That was the last time Titanic saw daylight.
—Rose DeWitt Bukater

I remember reading a quote from a young man who worked for the Al Gore campaign in 2000. The Supreme Court decision that halted all vote-counting in Florida came down on December 12, a Tuesday night. For months after, the kid confessed, he felt haunted on a weekly basis. Every Tuesday night reminded him of the night of December 12, the night the high court handed the election to the other candidate.
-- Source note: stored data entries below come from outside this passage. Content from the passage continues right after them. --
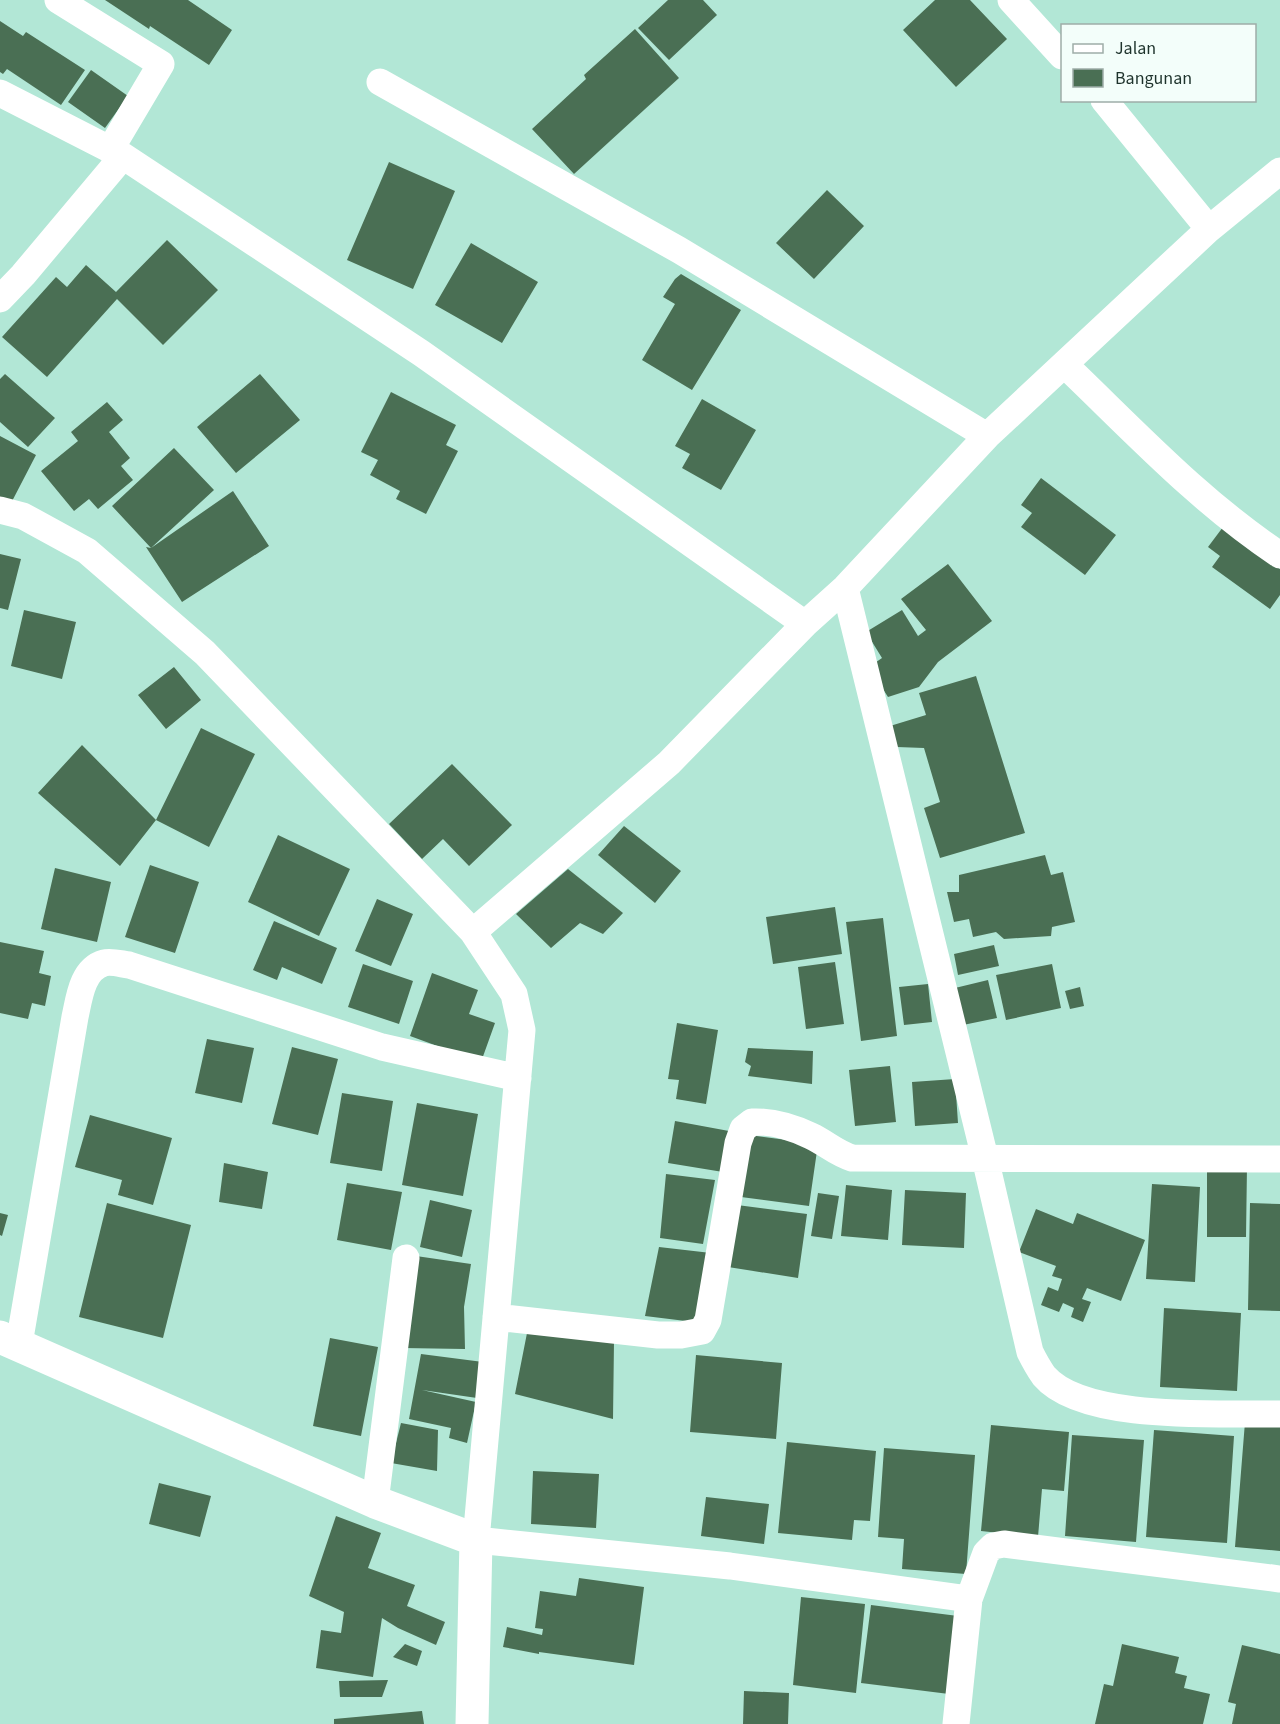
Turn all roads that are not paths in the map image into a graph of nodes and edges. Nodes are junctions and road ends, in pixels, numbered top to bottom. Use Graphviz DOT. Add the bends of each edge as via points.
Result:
graph roads {
  1 [pos="58,0"];
  2 [pos="1014,1"];
  3 [pos="1061,55"];
  4 [pos="380,82"];
  5 [pos="0,93"];
  6 [pos="1106,102"];
  7 [pos="116,153"];
  8 [pos="1280,171"];
  9 [pos="1209,229"];
  10 [pos="0,299"];
  11 [pos="1065,365"];
  12 [pos="987,436"];
  13 [pos="0,510"];
  14 [pos="1280,555"];
  15 [pos="845,588"];
  16 [pos="805,624"];
  17 [pos="473,932"];
  18 [pos="518,1078"];
  19 [pos="985,1158"];
  20 [pos="1280,1159"];
  21 [pos="405,1258"];
  22 [pos="496,1317"];
  23 [pos="9,1341"];
  24 [pos="1280,1414"];
  25 [pos="375,1502"];
  26 [pos="476,1540"];
  27 [pos="1280,1579"];
  28 [pos="969,1599"];
  29 [pos="472,1724"];
  30 [pos="956,1724"];
  1 -- 7 [label="street" via="162,64"];
  2 -- 3 [label="street"];
  4 -- 12 [label="street" via="679,250"];
  5 -- 7 [label="street"];
  6 -- 9 [label="street"];
  7 -- 10 [label="street" via="23,275"];
  7 -- 16 [label="street" via="421,353"];
  8 -- 9 [label="street"];
  9 -- 11 [label="street"];
  11 -- 12 [label="street"];
  11 -- 14 [label="street" via="1198,492"];
  12 -- 15 [label="street"];
  13 -- 17 [label="street" via="22,516 87,551 205,653"];
  15 -- 16 [label="street"];
  15 -- 19 [label="street"];
  16 -- 17 [label="street" via="669,763"];
  17 -- 18 [label="street" via="514,994 520,1012"];
  18 -- 22 [label="street"];
  18 -- 23 [label="street" via="382,1047 129,965 105,962 88,975 81,988"];
  19 -- 20 [label="street"];
  19 -- 22 [label="street" via="852,1158 775,1122 752,1122 743,1129 738,1143 708,1320 702,1331 658,1335"];
  19 -- 24 [label="street" via="1030,1352 1045,1377 1071,1395 1143,1412"];
  21 -- 25 [label="street"];
  22 -- 26 [label="street"];
  23 -- 25 [label="street"];
  25 -- 26 [label="street"];
  26 -- 28 [label="street" via="730,1566"];
  26 -- 29 [label="street"];
  27 -- 28 [label="street" via="1004,1544 993,1546 987,1553"];
  28 -- 30 [label="street"];
}
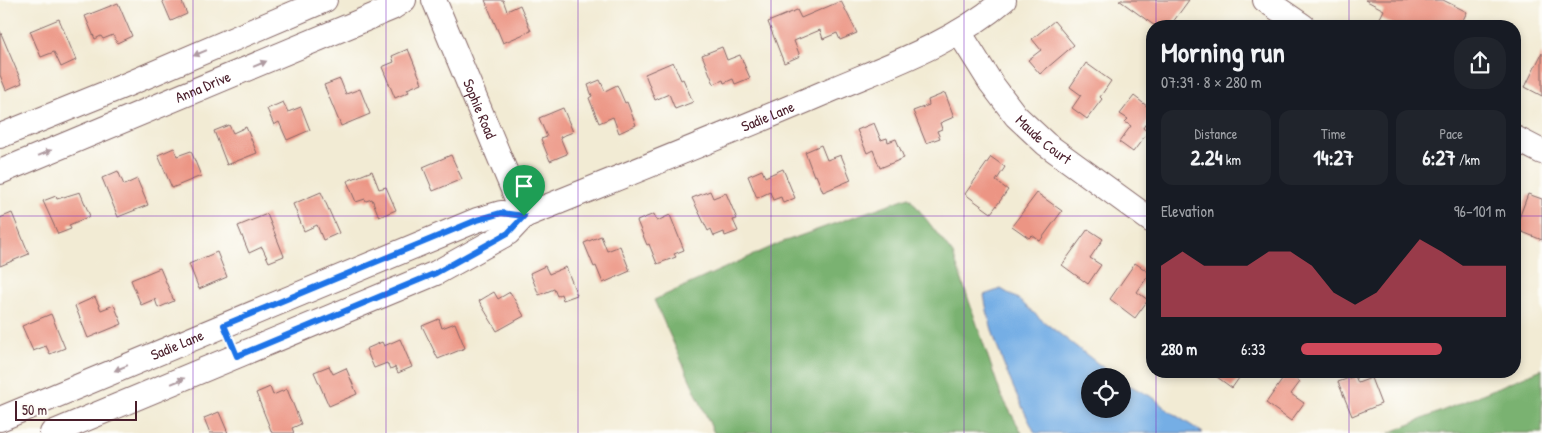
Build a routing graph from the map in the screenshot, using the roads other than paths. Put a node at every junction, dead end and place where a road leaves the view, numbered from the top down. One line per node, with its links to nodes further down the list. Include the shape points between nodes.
1 (325, 0): 8 (street, one-way to 8)
2 (404, 0): 9 (street, Anna Drive, one-way to 2, via 392,8)
3 (434, 0): 14 (street, Sophie Road)
4 (1004, 0): 7 (street, Sadie Lane)
5 (1265, 0): 6 (street)
6 (1294, 20)
7 (959, 32): 14 (street, Sadie Lane, via 764,118); 15 (street, Maude Court, via 1016,116 1052,148)
8 (126, 85): 9 (street); 10 (street)
9 (138, 114): 13 (street, Anna Drive, one-way to 9)
10 (0, 136)
11 (1521, 141): 12 (street)
12 (1542, 152)
13 (0, 172)
14 (524, 216): 16 (street, Sadie Lane, via 501,213 477,220); 17 (street, Sadie Lane, via 508,233 436,273)
15 (1146, 217)
16 (224, 325): 17 (street); 18 (street, Sadie Lane, one-way to 18)
17 (237, 356): 19 (street, Sadie Lane, one-way to 17)
18 (0, 418)
19 (52, 433)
A little melodramatic, I thought, but passion and disappointment will do that to a person.

Today is November 30, the last day of the month, the first time a month has ended on the 30th since September 30.

On September 30…do I really have to mention what happened?

The next time a month ends on the 30th, it will be April, a Wednesday. The Mets will, as they did in September, be playing an afternoon game at Shea. The Pirates will be the visitors. It will be the 27th game of the 2008 season, barring postponements. By then, with a record somewhere between 0-26 and 26-0, we’ll have fresh concerns. Knowing a month is ending on the 30th won’t mean anything in particular where baseball is concerned.

This afternoon, the 30th lingers for me as I suppose it has at least once every waking hour since September 30, 2007 became September 30, 2007. At this moment two months ago, I was watching some Marlin walk, or not be out on a potential double play, or reach base in advance of other Marlins doing more and worse damage. The variables, the villains, the victims…no need to go into them again.

It was the last baseball game we watched with a sense of overriding purpose. No wonder it sticks in the mind’s eye.

Last week, Stephanie and I were in Stop & Shop stocking up for Thanksgiving. The store’s music system played “This Is It” by Kenny Loggins. I’ve always liked that song. It’s No. 348 in the Top 500, in fact. I nodded when I heard it on September 30 in a large outdoor setting somewhere west of Stop & Shop.

You think that maybe it’s over

Only if you want it to be

Wow, I thought. That’s pretty appropriate for today, September 30.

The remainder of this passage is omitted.